WHAT YOU HAVE TO DO — Going through the data, count each line that has the word "stream". Reply with the total and nothing more.

MATERIAL TO PROCESS —

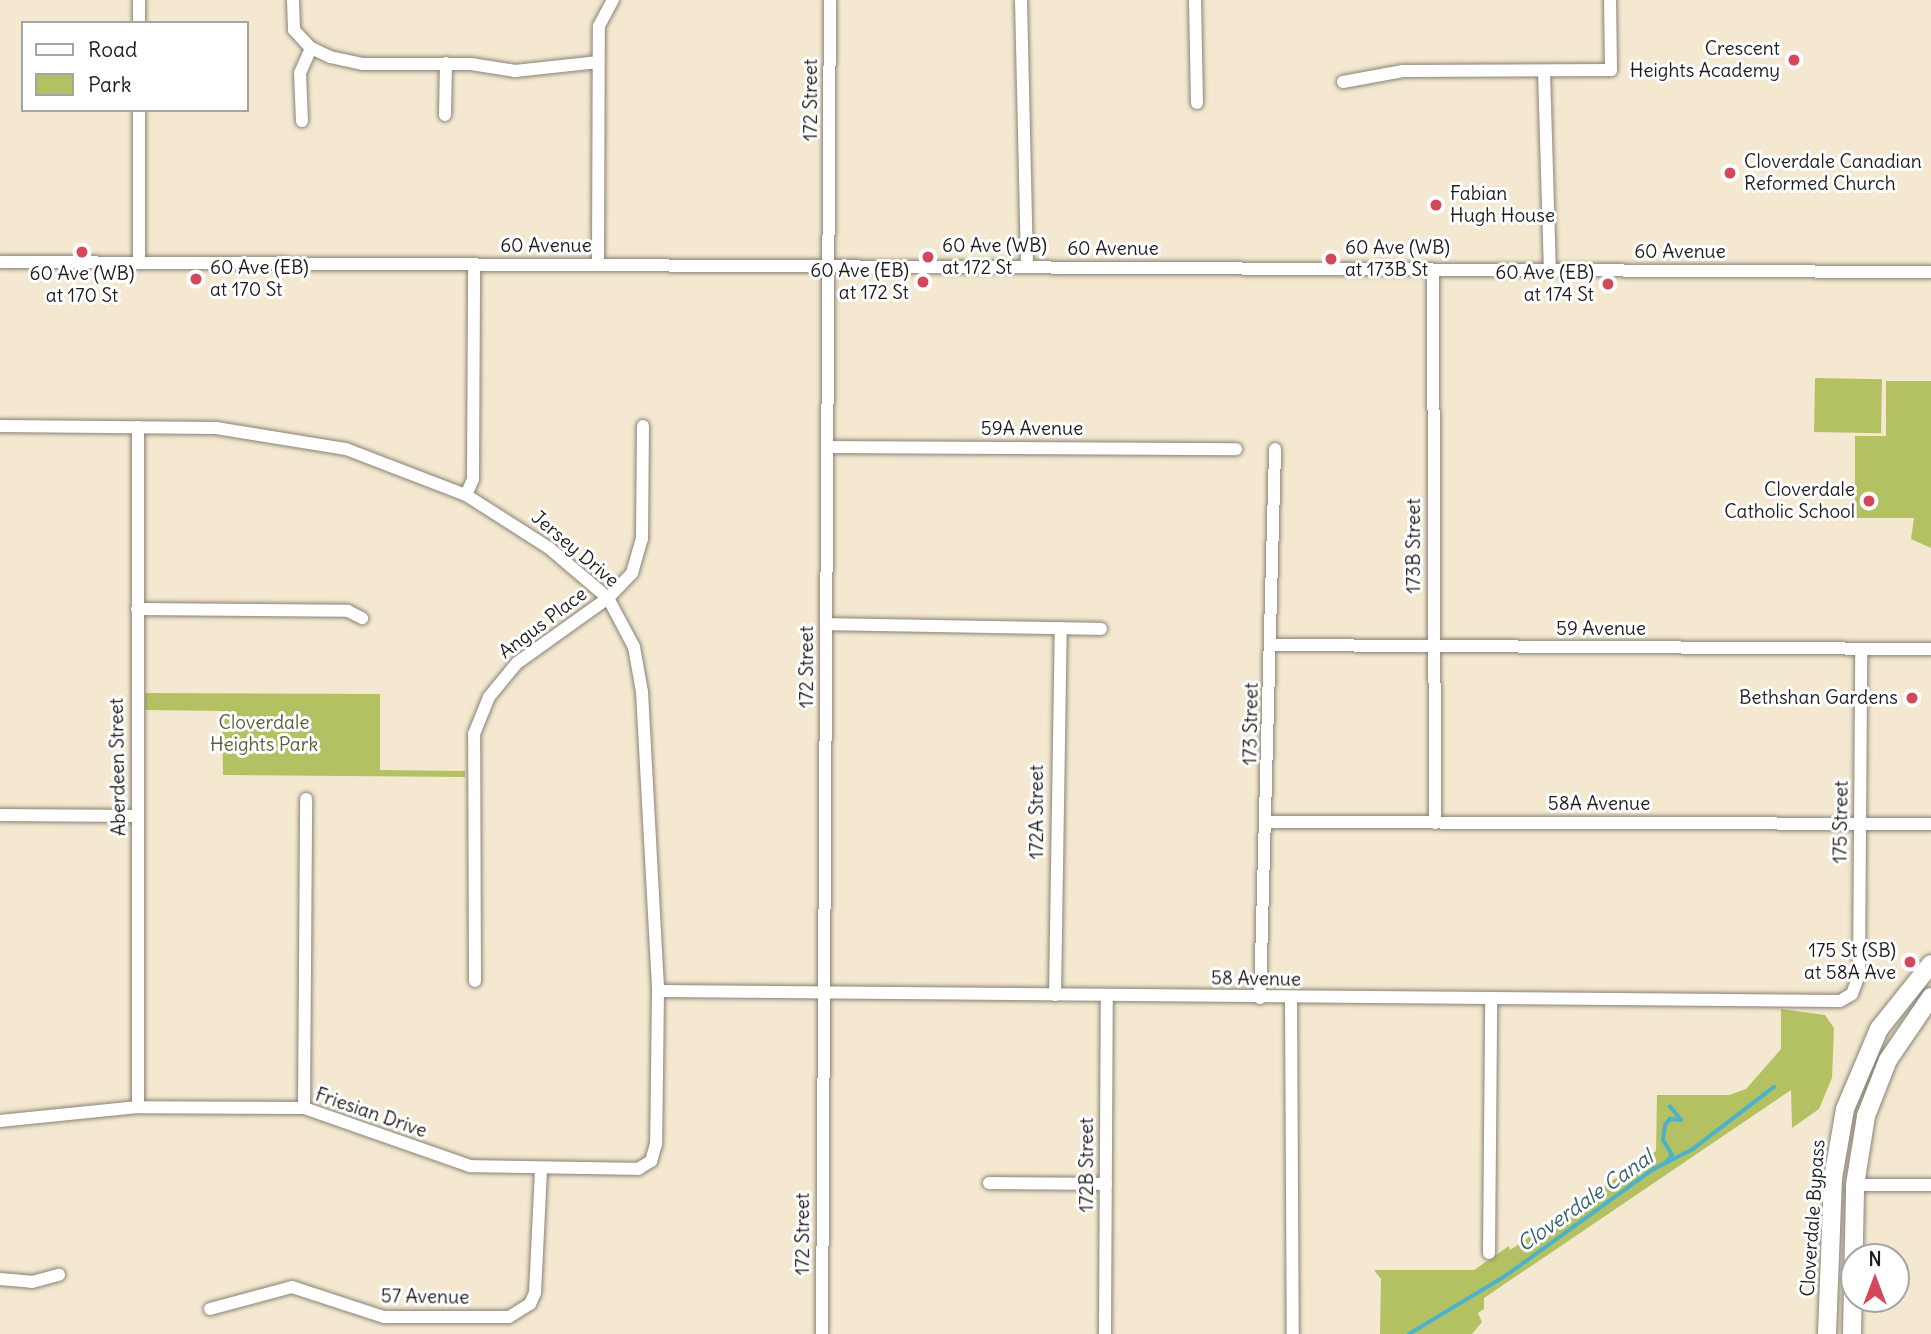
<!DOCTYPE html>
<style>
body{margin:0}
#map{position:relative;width:1931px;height:1334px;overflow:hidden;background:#f4e8d0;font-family:Delius,sans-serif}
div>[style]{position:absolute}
.green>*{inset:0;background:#b4c163;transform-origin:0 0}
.stream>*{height:3.5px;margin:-1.75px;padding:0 1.75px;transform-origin:1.75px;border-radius:1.75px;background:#4cb2cb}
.roads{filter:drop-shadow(0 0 2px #888276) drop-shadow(0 0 2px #888276)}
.minor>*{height:12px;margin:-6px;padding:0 6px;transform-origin:6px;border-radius:6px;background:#fff}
.highway>*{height:18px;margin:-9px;padding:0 9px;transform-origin:9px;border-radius:9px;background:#fff}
.dots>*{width:19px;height:19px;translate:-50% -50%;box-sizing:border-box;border:4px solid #fff;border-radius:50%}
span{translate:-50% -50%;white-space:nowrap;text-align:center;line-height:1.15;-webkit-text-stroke:6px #fff;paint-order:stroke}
.poi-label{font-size:19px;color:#1c1c1c}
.right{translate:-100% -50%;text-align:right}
.left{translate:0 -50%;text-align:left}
.street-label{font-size:19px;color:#1c1c1c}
.park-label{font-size:19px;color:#595e38}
.water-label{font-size:21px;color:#32606b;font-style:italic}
.legend{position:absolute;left:21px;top:21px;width:228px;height:91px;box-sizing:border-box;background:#fff;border:2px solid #a4a4a4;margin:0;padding:9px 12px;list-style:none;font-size:21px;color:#1c1c1c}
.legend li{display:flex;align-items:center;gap:14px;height:35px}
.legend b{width:35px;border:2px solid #a4a4a4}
.north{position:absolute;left:1840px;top:1243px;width:70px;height:70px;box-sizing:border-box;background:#fff;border:2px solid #a4a4a4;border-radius:50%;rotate:0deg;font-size:19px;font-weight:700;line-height:28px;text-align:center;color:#1c1c1c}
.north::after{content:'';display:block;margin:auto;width:24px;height:32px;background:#d1495b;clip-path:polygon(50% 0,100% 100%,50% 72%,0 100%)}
</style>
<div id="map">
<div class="green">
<div style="left:1815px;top:378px;width:67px;height:54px;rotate:1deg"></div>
<div style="clip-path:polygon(1886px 381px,1931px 381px,1931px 548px,1911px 539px,1914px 518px,1855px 518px,1855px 436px,1886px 436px)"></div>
<div style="clip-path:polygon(145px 693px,380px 694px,380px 770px,465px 771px,465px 777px,223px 775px,222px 711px,145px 710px)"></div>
<div style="clip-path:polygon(1781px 1009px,1825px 1015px,1834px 1028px,1832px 1078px,1819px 1109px,1792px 1128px,1791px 1090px,1484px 1298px,1484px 1309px,1478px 1313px,1482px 1322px,1472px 1334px,1380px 1334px,1381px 1279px,1374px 1270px,1474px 1270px,1509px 1246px,1510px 1250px,1656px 1151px,1657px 1095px,1729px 1095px,1746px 1089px,1781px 1049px)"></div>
</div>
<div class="stream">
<div style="left:1667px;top:1161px;width:8px;rotate:-50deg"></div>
<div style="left:1672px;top:1155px;width:17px;rotate:-121deg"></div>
<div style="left:1663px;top:1140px;width:15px;rotate:-82deg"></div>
<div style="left:1665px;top:1125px;width:8px;rotate:-50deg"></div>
<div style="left:1670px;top:1119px;width:11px;rotate:5deg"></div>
<div style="left:1681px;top:1120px;width:17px;rotate:-130deg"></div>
<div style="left:1409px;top:1334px;width:111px;rotate:-31deg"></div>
<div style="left:1504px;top:1277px;width:185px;rotate:-35.8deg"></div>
<div style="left:1654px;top:1169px;width:44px;rotate:-27.1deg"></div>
<div style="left:1693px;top:1149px;width:102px;rotate:-37.4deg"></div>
</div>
<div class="roads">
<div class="minor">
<div style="left:293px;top:0;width:30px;rotate:88deg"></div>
<div style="left:294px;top:30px;width:25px;rotate:47deg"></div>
<div style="left:311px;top:48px;width:21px;rotate:25deg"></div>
<div style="left:330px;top:57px;width:34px;rotate:12deg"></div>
<div style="left:363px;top:64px;width:108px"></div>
<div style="left:471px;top:64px;width:45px;rotate:9deg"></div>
<div style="left:515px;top:71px;width:84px;rotate:-6.1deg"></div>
<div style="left:1021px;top:0;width:267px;rotate:88.7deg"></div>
<div style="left:1195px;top:0;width:103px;rotate:88.9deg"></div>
<div style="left:139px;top:23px;width:23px;rotate:-90deg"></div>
<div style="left:1544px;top:71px;width:199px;rotate:88.3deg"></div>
<div style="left:1343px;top:82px;width:61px;rotate:-10.4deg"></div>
<div style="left:1403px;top:71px;width:208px;rotate:-0.3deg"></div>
<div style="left:1611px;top:70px;width:70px;rotate:-90.8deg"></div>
<div style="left:445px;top:115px;width:52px;rotate:-88.9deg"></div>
<div style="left:302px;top:121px;width:48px;rotate:-92.4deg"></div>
<div style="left:300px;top:73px;width:27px;rotate:-66deg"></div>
<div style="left:0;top:262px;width:1931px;rotate:0.3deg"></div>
<div style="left:139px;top:262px;width:152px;rotate:-90deg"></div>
<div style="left:598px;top:265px;width:239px;rotate:-89.8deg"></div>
<div style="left:599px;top:26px;width:30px;rotate:-62deg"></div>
<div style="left:1433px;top:270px;width:553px;rotate:89.79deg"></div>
<div style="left:0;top:426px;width:216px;rotate:0.5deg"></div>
<div style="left:216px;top:428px;width:132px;rotate:9.2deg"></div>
<div style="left:346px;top:449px;width:129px;rotate:21deg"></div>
<div style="left:466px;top:495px;width:98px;rotate:32.6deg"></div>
<div style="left:549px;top:548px;width:77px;rotate:40.3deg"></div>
<div style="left:608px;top:598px;width:55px;rotate:62deg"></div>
<div style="left:634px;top:647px;width:46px;rotate:79.9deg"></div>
<div style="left:642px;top:692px;width:299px;rotate:86.9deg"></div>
<div style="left:658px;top:991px;width:153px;rotate:90.7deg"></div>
<div style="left:656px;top:1144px;width:18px;rotate:106deg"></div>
<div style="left:651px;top:1161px;width:15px;rotate:148deg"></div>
<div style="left:638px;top:1169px;width:168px;rotate:-179deg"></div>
<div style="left:470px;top:1166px;width:176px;rotate:-160.7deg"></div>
<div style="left:304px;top:1108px;width:166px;rotate:-179.7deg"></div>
<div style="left:138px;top:1107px;width:139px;rotate:174.2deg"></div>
<div style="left:828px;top:447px;width:408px;rotate:0.3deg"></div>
<div style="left:466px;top:495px;width:17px;rotate:-66deg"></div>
<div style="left:473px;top:479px;width:215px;rotate:-89.7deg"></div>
<div style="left:137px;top:609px;width:211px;rotate:0.5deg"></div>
<div style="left:348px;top:611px;width:16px;rotate:27deg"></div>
<div style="left:826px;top:624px;width:275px;rotate:1deg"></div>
<div style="left:1271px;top:645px;width:660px;rotate:0.35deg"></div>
<div style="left:0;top:815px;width:137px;rotate:0.4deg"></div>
<div style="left:1267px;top:822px;width:664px;rotate:0.17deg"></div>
<div style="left:475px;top:981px;width:247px;rotate:-90.2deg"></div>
<div style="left:474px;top:734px;width:40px;rotate:-68deg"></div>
<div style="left:489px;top:697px;width:44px;rotate:-50.5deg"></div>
<div style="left:517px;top:663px;width:112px;rotate:-35.5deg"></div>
<div style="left:608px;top:598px;width:35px;rotate:-46deg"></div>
<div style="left:632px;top:573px;width:35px;rotate:-74deg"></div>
<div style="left:642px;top:539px;width:113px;rotate:-89.5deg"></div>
<div style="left:658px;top:991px;width:1182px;rotate:0.48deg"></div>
<div style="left:1840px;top:1001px;width:14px;rotate:-30deg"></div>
<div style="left:1852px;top:994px;width:20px;rotate:-70deg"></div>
<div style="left:1859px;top:975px;width:326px;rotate:-89.6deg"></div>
<div style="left:1055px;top:995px;width:367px;rotate:-89.1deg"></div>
<div style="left:1260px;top:998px;width:549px;rotate:-88.43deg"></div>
<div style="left:1291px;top:998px;width:336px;rotate:89.7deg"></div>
<div style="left:138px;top:1107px;width:680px;rotate:-90deg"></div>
<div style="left:304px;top:1108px;width:309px;rotate:-89.6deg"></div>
<div style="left:989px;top:1183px;width:117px;rotate:0.5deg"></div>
<div style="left:1855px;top:1185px;width:76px"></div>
<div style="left:1489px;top:1253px;width:253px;rotate:-89.5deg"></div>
<div style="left:0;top:1279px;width:32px;rotate:5deg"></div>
<div style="left:32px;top:1282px;width:28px;rotate:-15deg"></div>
<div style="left:210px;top:1309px;width:85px;rotate:-15deg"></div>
<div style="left:292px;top:1287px;width:97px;rotate:18.1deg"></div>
<div style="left:384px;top:1317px;width:125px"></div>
<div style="left:509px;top:1317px;width:25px;rotate:-32deg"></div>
<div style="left:530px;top:1304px;width:12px;rotate:-66deg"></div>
<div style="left:535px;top:1293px;width:123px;rotate:-87.2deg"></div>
<div style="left:822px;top:1334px;width:1334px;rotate:-89.66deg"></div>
<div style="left:1105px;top:1334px;width:338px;rotate:-89.7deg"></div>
</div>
<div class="highway">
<div style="left:1827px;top:1334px;width:156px;rotate:-87.8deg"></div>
<div style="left:1833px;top:1178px;width:70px;rotate:-80.1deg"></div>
<div style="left:1845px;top:1109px;width:87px;rotate:-67deg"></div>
<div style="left:1879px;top:1029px;width:83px;rotate:-51.3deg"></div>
<div style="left:1852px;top:1334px;width:149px;rotate:-88.8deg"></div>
<div style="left:1855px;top:1185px;width:70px;rotate:-80.9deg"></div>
<div style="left:1866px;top:1116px;width:60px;rotate:-68.6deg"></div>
<div style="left:1888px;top:1060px;width:76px;rotate:-55.7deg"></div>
</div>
</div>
<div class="dots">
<div style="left:1794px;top:60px;background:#d1495b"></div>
<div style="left:1730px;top:173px;background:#d1495b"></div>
<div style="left:1436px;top:205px;background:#d1495b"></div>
<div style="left:82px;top:252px;background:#d1495b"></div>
<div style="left:928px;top:257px;background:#d1495b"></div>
<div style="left:1331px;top:259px;background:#d1495b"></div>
<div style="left:196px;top:279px;background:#d1495b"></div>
<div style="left:923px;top:282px;background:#d1495b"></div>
<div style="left:1608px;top:284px;background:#d1495b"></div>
<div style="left:1869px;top:501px;background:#d1495b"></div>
<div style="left:1912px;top:698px;background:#d1495b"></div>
<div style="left:1910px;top:962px;background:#d1495b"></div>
</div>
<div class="poi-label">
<span class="right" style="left:1780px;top:60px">Crescent<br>Heights Academy</span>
<span class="left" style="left:1744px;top:173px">Cloverdale Canadian<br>Reformed Church</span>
<span class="left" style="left:1450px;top:205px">Fabian<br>Hugh House</span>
<span class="left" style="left:942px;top:257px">60 Ave (WB)<br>at 172 St</span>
<span class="left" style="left:1345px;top:259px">60 Ave (WB)<br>at 173B St</span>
<span class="left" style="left:210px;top:279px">60 Ave (EB)<br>at 170 St</span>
<span class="right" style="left:909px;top:282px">60 Ave (EB)<br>at 172 St</span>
<span class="right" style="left:1594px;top:284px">60 Ave (EB)<br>at 174 St</span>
<span style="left:82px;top:285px">60 Ave (WB)<br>at 170 St</span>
<span class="right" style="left:1855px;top:501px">Cloverdale<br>Catholic School</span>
<span class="right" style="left:1898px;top:698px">Bethshan Gardens</span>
<span class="right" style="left:1896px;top:962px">175 St (SB)<br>at 58A Ave</span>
</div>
<div class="street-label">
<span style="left:811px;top:100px;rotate:-90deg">172 Street</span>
<span style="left:546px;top:246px">60 Avenue</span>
<span style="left:1113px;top:249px">60 Avenue</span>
<span style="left:1680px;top:252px">60 Avenue</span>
<span style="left:1032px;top:429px">59A Avenue</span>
<span style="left:1414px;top:546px;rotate:-90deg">173B Street</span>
<span style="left:575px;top:549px;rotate:40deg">Jersey Drive</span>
<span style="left:543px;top:623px;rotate:-37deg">Angus Place</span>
<span style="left:1601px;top:629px">59 Avenue</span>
<span style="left:807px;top:667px;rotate:-90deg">172 Street</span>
<span style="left:1251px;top:724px;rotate:-89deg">173 Street</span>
<span style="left:118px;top:767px;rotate:-91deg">Aberdeen Street</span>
<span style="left:1599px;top:804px">58A Avenue</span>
<span style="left:1037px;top:812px;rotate:-90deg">172A Street</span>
<span style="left:1841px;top:822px;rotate:-89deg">175 Street</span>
<span style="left:1256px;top:979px;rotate:1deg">58 Avenue</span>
<span style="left:371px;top:1113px;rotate:19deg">Friesian Drive</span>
<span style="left:1087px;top:1165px;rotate:-90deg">172B Street</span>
<span style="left:1813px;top:1218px;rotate:-86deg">Cloverdale Bypass</span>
<span style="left:803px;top:1234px;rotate:-90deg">172 Street</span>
<span style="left:425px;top:1297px;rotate:1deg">57 Avenue</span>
</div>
<div class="park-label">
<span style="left:264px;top:734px">Cloverdale<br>Heights Park</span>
</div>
<div class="water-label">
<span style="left:1585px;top:1201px;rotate:-35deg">Cloverdale Canal</span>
</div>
<ul class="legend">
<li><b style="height:9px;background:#fff"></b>Road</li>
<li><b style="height:19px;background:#b4c163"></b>Park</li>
</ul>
<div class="north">N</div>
</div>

PROBLEM SOLUTION — 2